Après ces explications, il sera nécessaire d’énumérer les diverses parties qui composent l’Eglise, et de marquer les différences qui existent entre chacune d’elles. Ainsi les Fidèles connaîtront mieux la nature, les propriétés, les dons et les grâces de cette Eglise, si chère à Dieu, et ils ne cesseront de louer son nom trois fois Saint.
Il y a dans l’Eglise deux parties principales: l’une que l’on appelle triomphante, et l’autre militante.
L’Eglise triomphante est cette Société si brillante et si heureuse des esprits célestes, et de tous ceux qui ont remporté la victoire sur le monde, la chair, et le démon notre ennemi acharné, et qui maintenant délivrés sans retour des misères de la vie, jouissent de la Béatitude éternelle.
L’Eglise militante est la Société de tous les Fidèles qui vivent encore sur la terre. On l’appelle militante parce qu’elle est obligée de soutenir une guerre incessante contre les ennemis les plus cruels, le inonde, la chair et Satan.
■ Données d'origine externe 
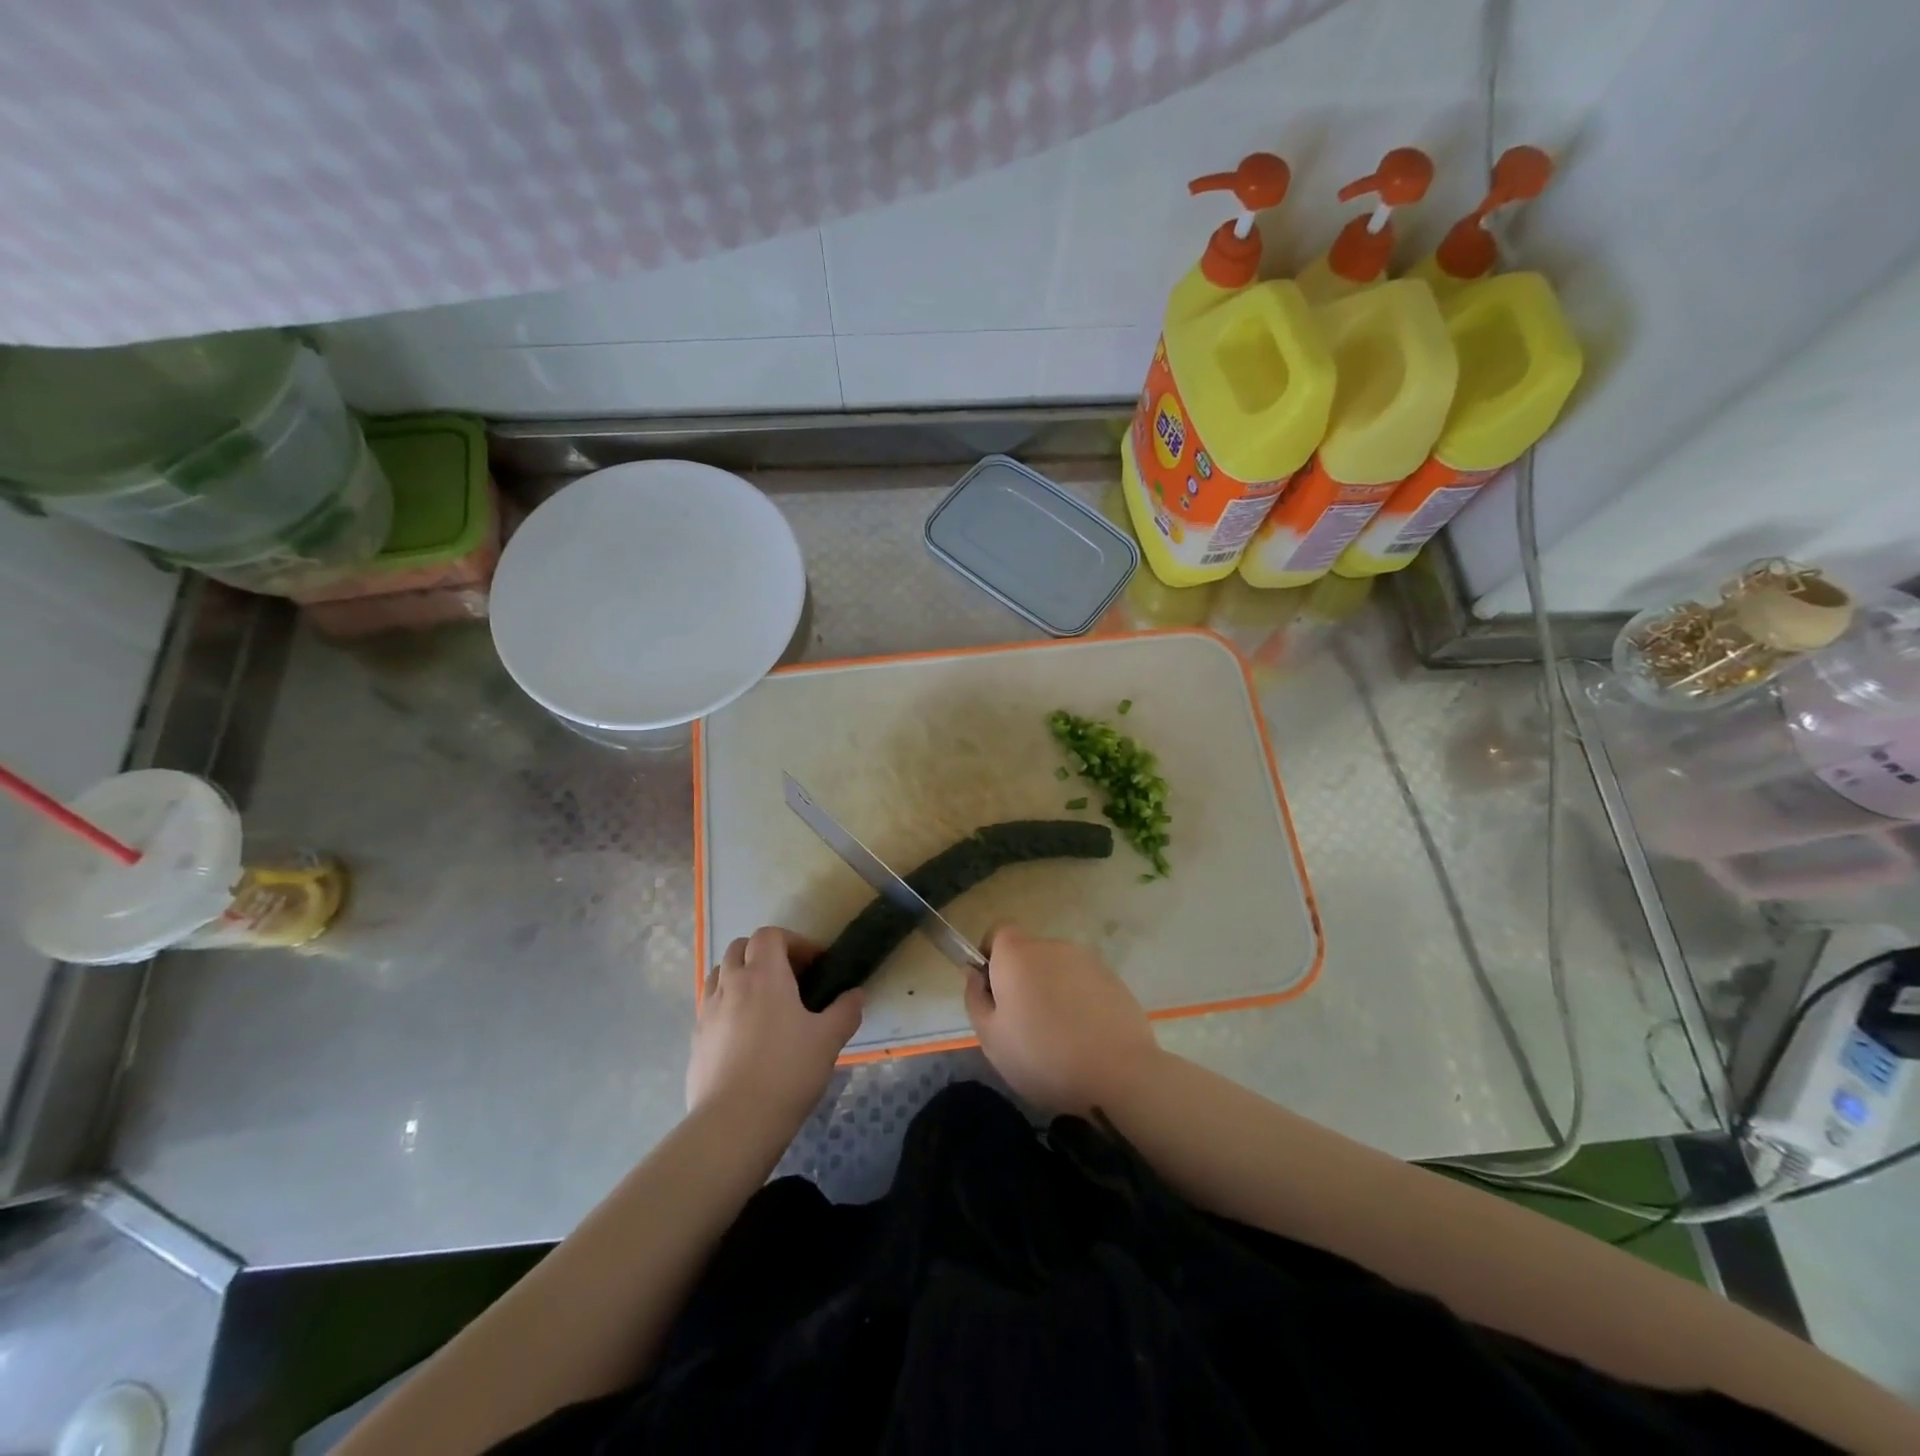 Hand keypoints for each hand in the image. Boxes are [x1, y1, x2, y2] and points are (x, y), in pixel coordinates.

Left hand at [687, 927, 862, 1126]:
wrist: (734, 1124)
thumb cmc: (787, 1072)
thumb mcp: (828, 1040)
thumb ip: (845, 1011)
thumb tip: (856, 994)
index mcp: (763, 974)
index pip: (770, 935)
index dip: (793, 942)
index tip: (814, 965)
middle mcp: (731, 984)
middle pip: (739, 947)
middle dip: (763, 954)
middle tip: (788, 979)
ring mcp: (707, 1011)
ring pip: (719, 974)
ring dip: (740, 975)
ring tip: (763, 1002)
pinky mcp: (695, 1039)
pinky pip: (710, 1006)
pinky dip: (727, 1005)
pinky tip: (744, 1034)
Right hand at [964, 925, 1160, 1116]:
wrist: (1118, 1073)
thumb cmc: (1042, 1056)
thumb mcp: (991, 1038)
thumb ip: (975, 998)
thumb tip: (974, 974)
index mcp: (1017, 954)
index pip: (998, 932)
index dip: (991, 956)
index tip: (993, 991)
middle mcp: (1052, 946)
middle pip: (1029, 953)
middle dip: (1022, 978)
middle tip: (1022, 1023)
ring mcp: (1087, 960)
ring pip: (1058, 969)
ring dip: (1052, 990)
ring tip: (1058, 1035)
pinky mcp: (1114, 979)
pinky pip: (1084, 984)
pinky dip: (1079, 1001)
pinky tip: (1084, 1037) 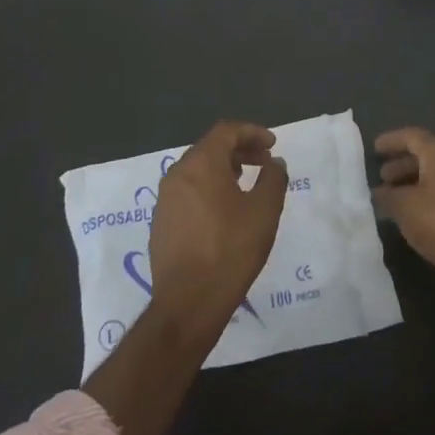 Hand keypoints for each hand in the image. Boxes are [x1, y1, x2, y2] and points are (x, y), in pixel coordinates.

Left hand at [148, 121, 288, 337]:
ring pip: (197, 170)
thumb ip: (273, 178)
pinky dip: (209, 189)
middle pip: (210, 148)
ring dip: (224, 169)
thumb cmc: (231, 249)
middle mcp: (177, 175)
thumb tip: (274, 162)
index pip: (226, 131)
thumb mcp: (265, 210)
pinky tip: (224, 210)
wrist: (188, 303)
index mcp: (200, 164)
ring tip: (246, 184)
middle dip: (239, 150)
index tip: (273, 145)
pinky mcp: (160, 223)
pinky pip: (188, 192)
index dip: (252, 132)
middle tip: (264, 161)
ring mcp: (164, 200)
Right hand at [372, 127, 434, 303]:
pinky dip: (428, 197)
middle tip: (382, 178)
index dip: (392, 140)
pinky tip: (417, 217)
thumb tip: (379, 192)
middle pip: (427, 154)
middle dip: (402, 164)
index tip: (374, 148)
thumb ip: (389, 197)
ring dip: (415, 183)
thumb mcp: (407, 210)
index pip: (413, 136)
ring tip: (394, 199) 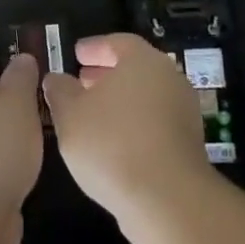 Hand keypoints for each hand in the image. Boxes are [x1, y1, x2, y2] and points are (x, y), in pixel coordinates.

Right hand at [42, 33, 218, 243]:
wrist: (167, 201)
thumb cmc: (112, 144)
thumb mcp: (70, 114)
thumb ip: (59, 91)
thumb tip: (56, 78)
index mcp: (143, 61)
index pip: (118, 42)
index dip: (95, 47)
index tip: (77, 54)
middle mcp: (169, 79)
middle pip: (135, 69)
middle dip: (106, 74)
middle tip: (81, 81)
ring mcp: (183, 113)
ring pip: (145, 97)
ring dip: (119, 102)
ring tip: (92, 116)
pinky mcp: (188, 145)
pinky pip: (155, 123)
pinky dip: (133, 125)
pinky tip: (112, 145) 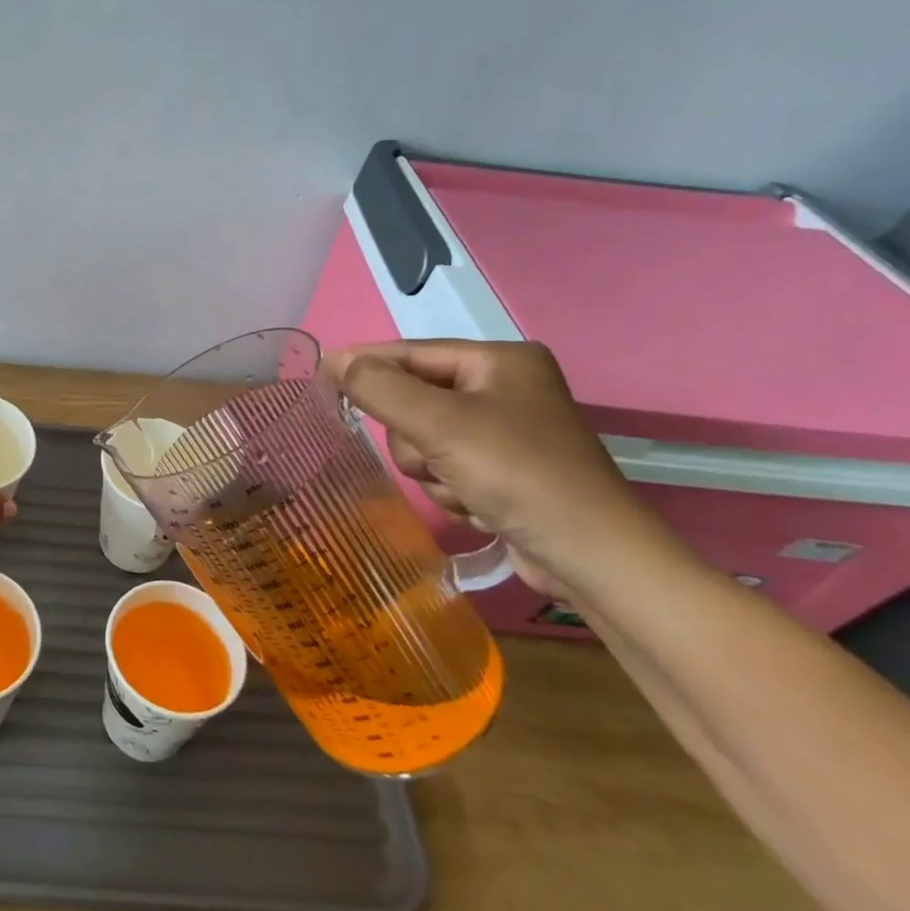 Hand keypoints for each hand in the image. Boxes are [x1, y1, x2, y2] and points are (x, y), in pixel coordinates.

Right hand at [326, 340, 663, 600]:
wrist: (590, 557)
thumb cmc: (517, 473)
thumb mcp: (439, 423)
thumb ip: (380, 387)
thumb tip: (335, 361)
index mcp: (499, 360)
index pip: (412, 352)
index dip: (365, 363)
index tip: (319, 375)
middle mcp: (504, 388)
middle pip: (415, 400)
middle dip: (415, 437)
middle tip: (433, 457)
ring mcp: (505, 431)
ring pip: (424, 439)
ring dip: (432, 469)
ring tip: (464, 489)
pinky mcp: (505, 471)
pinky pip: (446, 466)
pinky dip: (452, 488)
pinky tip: (478, 506) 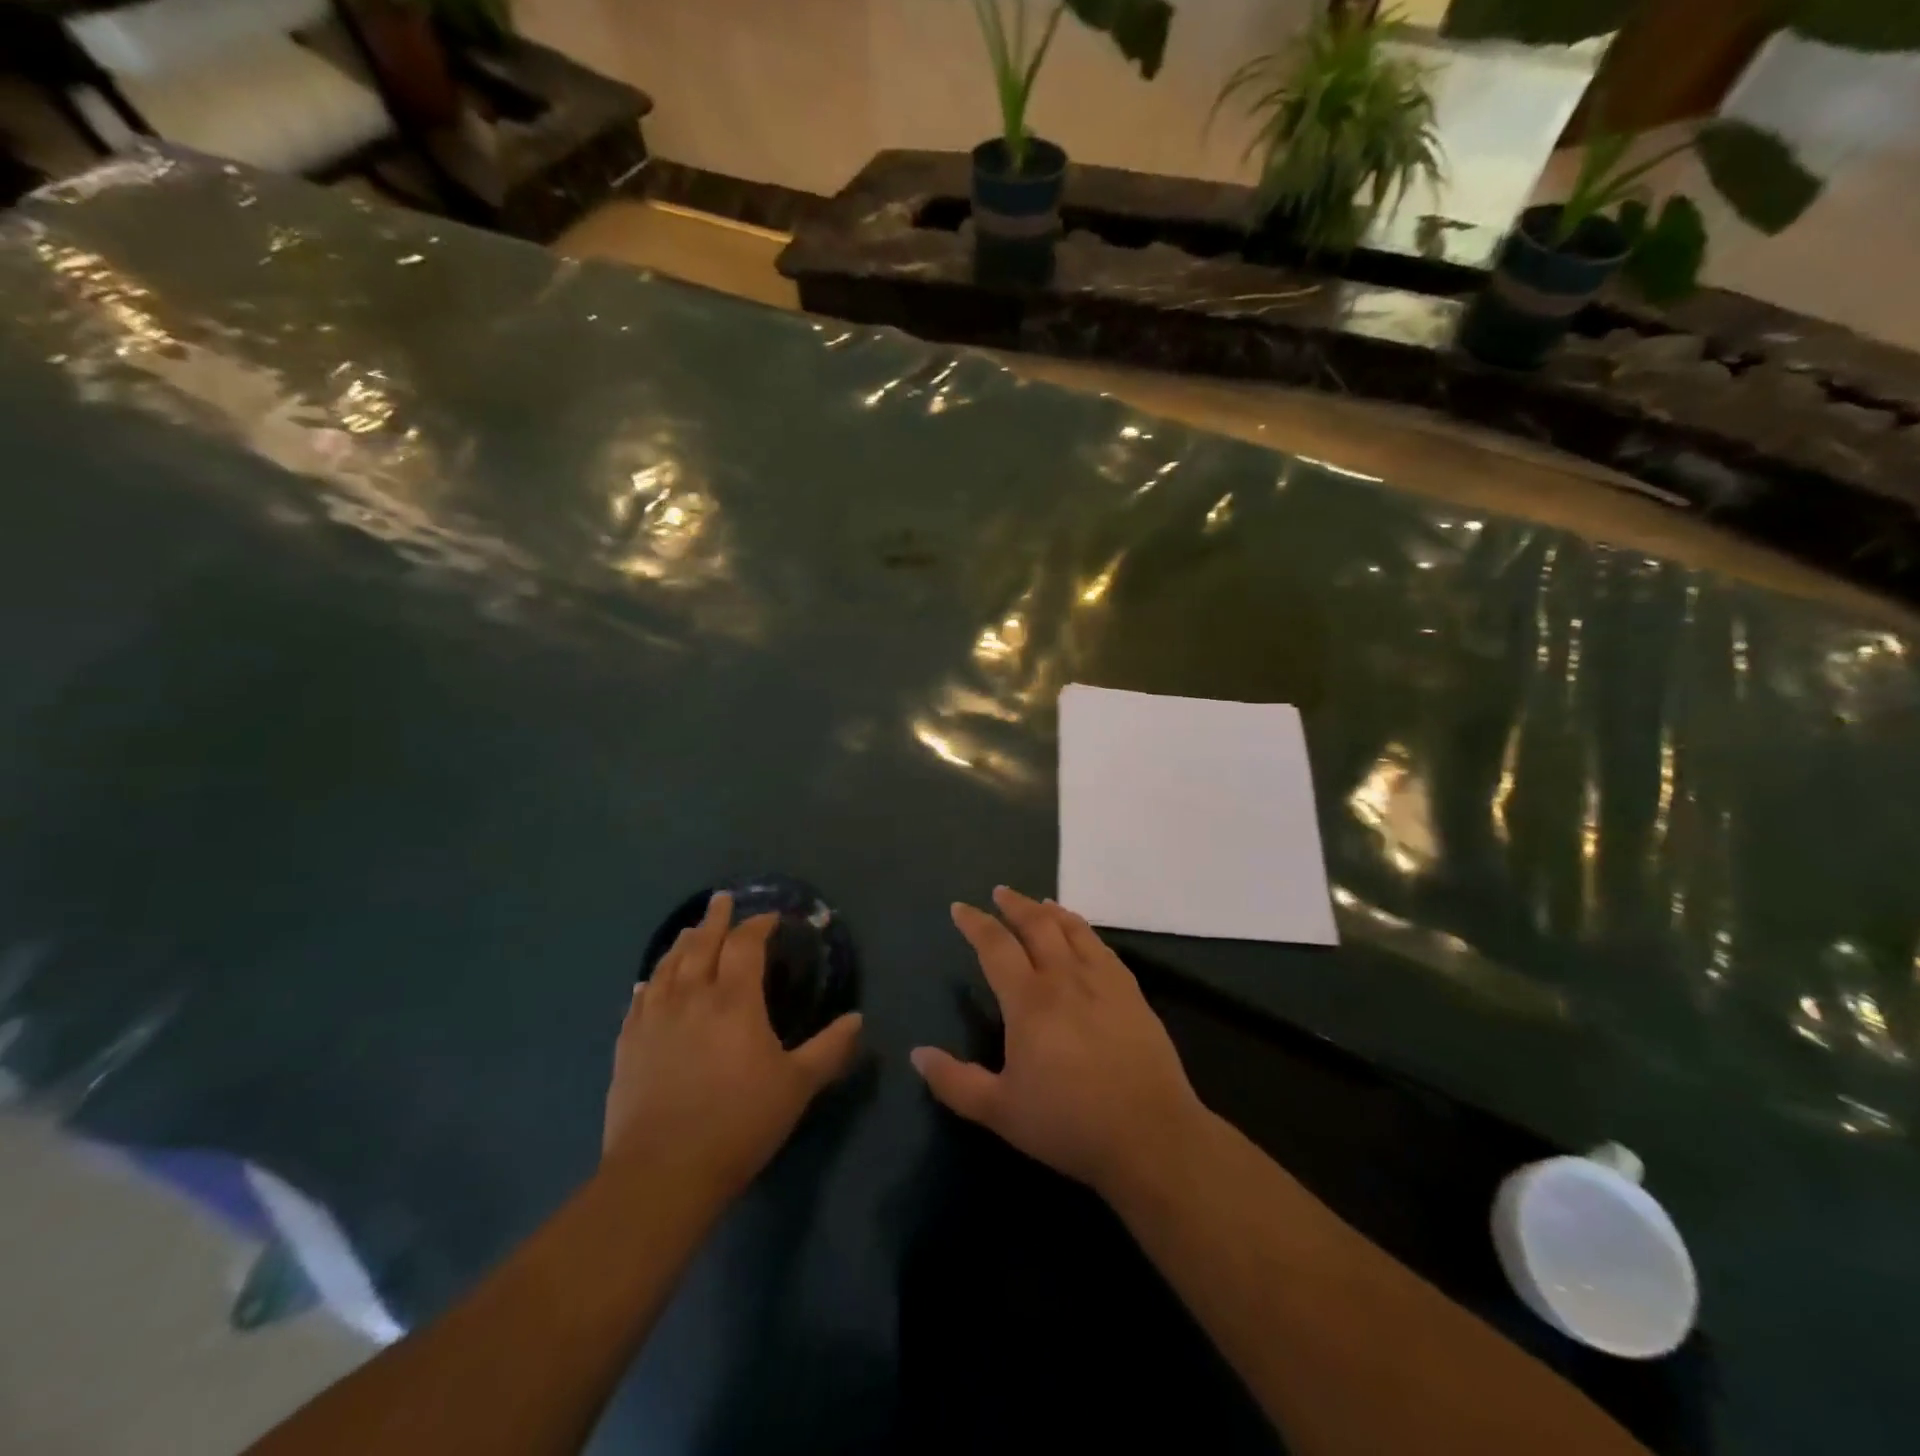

Toutefois, il ne faut pas pour cela croire qu’il y a deux Eglises. non, l’Eglise est une, mais elle est composée de deux parties. De ces deux parties, l’une a précédé l’autre, et elle est déjà en possession de la céleste Patrie. La deuxième marche chaque jour à la suite de la première, jusqu’à ce que, enfin, elle se réunisse à notre Sauveur, et se repose au sein de l’Eternelle Félicité.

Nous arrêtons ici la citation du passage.